Blog: Bearmoor Notes

Wednesday, August 12, 2009

I.R.A. Custodian Responsibilities - A Refresher

The old adage of “follow the money” appears to be the case for many individual retirement account (I.R.A.) owners; especially when a Ponzi scheme is involved. Events over the past twelve months have shined a brighter light on the responsibilities of I.R.A. custodians. These events include recent lawsuits against custodians, the Madoff scandal, and increased media attention. I.R.A. owners are interested in getting some, if not all of their monies returned to them and they are looking at entities that have the deep pockets to share this responsibility.

The types of assets held within I.R.A. accounts vary greatly. Many of the unique assets within an I.R.A. can be complex and difficult to price. Even though regulation exists that requires fair value pricing to be obtained on all I.R.A. assets, the practice of doing so may not always be adequately implemented. Recent lawsuits claim that I.R.A. custodians failed to perform both their contractual and fiduciary duties, and as a result failed to protect the account. The claims further state that I.R.A. custodians aided and abetted the breach of fiduciary duty.
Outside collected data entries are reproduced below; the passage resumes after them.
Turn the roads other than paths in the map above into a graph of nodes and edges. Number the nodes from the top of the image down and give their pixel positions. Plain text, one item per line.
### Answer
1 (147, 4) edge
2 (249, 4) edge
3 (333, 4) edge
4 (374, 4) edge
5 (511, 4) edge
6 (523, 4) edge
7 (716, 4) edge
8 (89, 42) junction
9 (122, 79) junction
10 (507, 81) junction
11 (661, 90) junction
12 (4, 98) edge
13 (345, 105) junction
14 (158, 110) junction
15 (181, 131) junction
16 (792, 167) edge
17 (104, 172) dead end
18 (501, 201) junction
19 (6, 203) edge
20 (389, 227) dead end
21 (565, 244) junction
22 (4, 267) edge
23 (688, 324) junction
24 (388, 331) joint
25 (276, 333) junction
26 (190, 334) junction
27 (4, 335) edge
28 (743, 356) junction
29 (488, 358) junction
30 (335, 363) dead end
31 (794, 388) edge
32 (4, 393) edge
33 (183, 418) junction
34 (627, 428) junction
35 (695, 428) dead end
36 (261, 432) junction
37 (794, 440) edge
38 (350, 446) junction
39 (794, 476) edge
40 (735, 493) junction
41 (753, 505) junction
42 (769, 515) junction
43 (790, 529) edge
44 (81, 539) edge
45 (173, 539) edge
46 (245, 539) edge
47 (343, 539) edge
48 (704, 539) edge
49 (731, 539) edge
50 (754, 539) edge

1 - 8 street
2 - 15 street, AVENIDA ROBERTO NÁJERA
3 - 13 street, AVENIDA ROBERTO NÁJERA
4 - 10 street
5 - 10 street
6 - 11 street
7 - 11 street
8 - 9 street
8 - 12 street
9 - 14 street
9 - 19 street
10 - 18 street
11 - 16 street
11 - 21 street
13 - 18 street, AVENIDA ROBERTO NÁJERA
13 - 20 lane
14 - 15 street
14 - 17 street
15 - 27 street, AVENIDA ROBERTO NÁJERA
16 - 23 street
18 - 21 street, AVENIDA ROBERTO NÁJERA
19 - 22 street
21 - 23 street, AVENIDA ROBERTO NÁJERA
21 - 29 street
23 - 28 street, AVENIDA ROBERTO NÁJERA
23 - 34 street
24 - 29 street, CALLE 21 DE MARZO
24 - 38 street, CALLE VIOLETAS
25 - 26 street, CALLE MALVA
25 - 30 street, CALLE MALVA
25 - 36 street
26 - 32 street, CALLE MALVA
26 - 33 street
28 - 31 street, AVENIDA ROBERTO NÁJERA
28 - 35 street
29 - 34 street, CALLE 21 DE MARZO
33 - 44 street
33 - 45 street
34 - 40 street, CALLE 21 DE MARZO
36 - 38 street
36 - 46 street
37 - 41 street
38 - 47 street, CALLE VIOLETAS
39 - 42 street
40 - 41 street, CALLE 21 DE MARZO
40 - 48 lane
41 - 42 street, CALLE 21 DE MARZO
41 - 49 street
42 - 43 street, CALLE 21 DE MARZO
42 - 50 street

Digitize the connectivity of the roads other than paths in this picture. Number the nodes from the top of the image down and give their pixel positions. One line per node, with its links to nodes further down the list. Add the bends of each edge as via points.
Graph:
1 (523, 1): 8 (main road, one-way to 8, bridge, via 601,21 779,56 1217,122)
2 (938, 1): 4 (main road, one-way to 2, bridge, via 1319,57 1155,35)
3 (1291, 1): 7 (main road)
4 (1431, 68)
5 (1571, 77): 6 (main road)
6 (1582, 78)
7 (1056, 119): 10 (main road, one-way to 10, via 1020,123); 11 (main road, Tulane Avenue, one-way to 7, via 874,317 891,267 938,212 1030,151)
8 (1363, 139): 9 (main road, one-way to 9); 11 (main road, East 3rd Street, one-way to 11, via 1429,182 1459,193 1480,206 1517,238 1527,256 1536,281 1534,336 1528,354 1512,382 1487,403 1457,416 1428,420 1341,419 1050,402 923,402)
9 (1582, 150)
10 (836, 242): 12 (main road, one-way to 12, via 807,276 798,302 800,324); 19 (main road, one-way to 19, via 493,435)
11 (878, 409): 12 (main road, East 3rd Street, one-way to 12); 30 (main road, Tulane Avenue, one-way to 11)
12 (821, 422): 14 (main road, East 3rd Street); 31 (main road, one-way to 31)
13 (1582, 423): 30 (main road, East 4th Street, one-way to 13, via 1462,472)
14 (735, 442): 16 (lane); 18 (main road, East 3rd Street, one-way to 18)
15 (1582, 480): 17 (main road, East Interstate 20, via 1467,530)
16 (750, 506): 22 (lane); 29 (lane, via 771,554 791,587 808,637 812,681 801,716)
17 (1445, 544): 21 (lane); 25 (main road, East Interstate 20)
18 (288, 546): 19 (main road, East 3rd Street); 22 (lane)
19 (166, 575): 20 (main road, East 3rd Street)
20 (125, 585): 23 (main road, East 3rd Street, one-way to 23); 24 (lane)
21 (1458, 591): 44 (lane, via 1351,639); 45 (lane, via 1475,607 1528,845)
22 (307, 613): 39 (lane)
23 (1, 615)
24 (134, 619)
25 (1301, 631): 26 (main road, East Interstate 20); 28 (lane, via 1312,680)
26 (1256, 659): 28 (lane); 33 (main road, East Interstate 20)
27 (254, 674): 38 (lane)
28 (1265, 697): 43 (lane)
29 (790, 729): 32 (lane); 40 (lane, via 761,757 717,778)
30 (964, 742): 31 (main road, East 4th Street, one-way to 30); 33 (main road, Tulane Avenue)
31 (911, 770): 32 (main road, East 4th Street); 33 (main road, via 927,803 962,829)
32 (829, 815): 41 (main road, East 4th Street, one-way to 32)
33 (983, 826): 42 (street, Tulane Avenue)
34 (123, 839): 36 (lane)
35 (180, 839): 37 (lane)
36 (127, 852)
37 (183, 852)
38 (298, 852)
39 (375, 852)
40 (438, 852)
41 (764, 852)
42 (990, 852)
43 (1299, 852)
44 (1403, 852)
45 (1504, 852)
The establishment and administration of I.R.A. accounts is governed by the Internal Revenue Code and accompanying Treasury regulations. The custodian has responsibility for several areas regarding I.R.A. accounts. One area that is being scrutinized and reviewed is asset pricing. The regulation states the following: The custodian will determine the value of the assets held by it in trust at least once in each calendar year and no more than 18 months after the preceding valuation. The assets will be valued at their fair market value.

In light of recent events, now might be an opportune time to review your asset pricing policies and practices pertaining to I.R.A. accounts. Custodians should pay special attention to those assets that are hard to value. In addition, I.R.A. account acceptance standards should be reviewed to determine if some of the risk can be mitigated prior to acceptance for new accounts. The fee for providing custodian services should also be reviewed to determine if optimum risk adjusted revenue is being obtained.